(Extracted records)

Start of Block

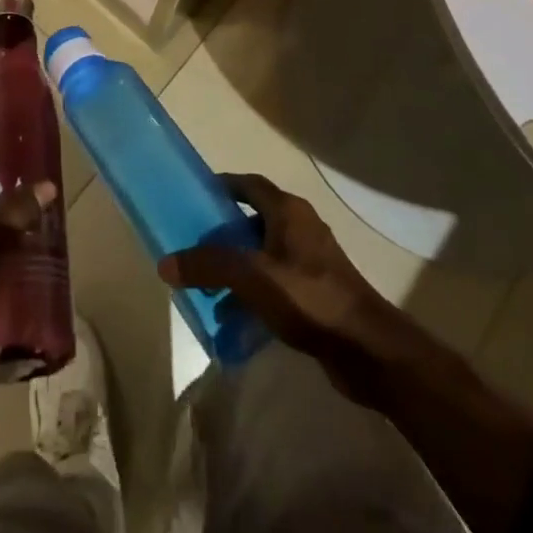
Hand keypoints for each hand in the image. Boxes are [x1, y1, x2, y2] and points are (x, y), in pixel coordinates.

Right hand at [159, 173, 407, 397]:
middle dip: (224, 233)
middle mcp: (300, 227)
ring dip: (237, 267)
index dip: (222, 186)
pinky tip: (236, 317)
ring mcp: (311, 261)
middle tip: (194, 248)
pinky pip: (276, 282)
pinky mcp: (317, 293)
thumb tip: (165, 263)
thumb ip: (207, 265)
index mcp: (288, 210)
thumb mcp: (250, 276)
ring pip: (264, 254)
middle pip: (254, 219)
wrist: (366, 349)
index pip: (249, 184)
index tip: (194, 198)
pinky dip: (255, 292)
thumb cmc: (308, 297)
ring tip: (208, 289)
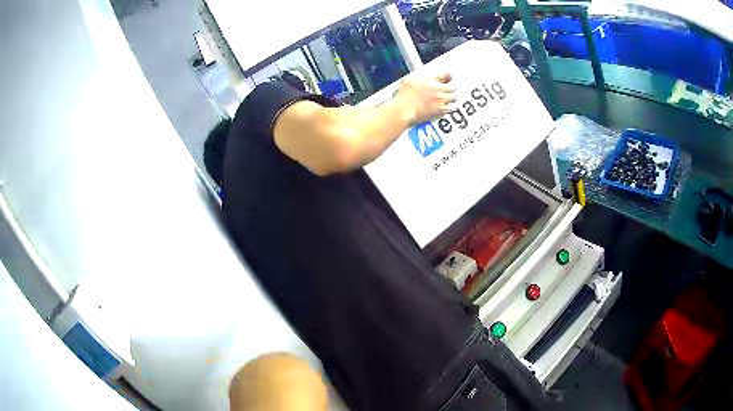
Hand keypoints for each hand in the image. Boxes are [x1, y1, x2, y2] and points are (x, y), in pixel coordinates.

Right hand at [393, 71, 455, 125]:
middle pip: (453, 87)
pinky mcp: (440, 111)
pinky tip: (443, 108)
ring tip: (447, 99)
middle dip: (450, 88)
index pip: (445, 74)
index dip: (448, 75)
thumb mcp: (409, 79)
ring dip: (451, 98)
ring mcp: (441, 101)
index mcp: (431, 80)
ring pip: (454, 98)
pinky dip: (448, 108)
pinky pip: (450, 109)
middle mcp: (439, 89)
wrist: (404, 110)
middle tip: (447, 89)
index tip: (448, 76)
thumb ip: (420, 77)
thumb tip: (426, 77)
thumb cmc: (404, 96)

End of Block

Your job is to return all lines above that hold the word "thumb".

**Result of this exercise:**
thumb tip: (165, 263)
thumb ip: (207, 265)
thumb mcp: (250, 276)
thumb cmc: (308, 297)
thumb mcp: (409, 79)
thumb ip: (420, 77)
thumb tip: (426, 77)
thumb cmc: (404, 96)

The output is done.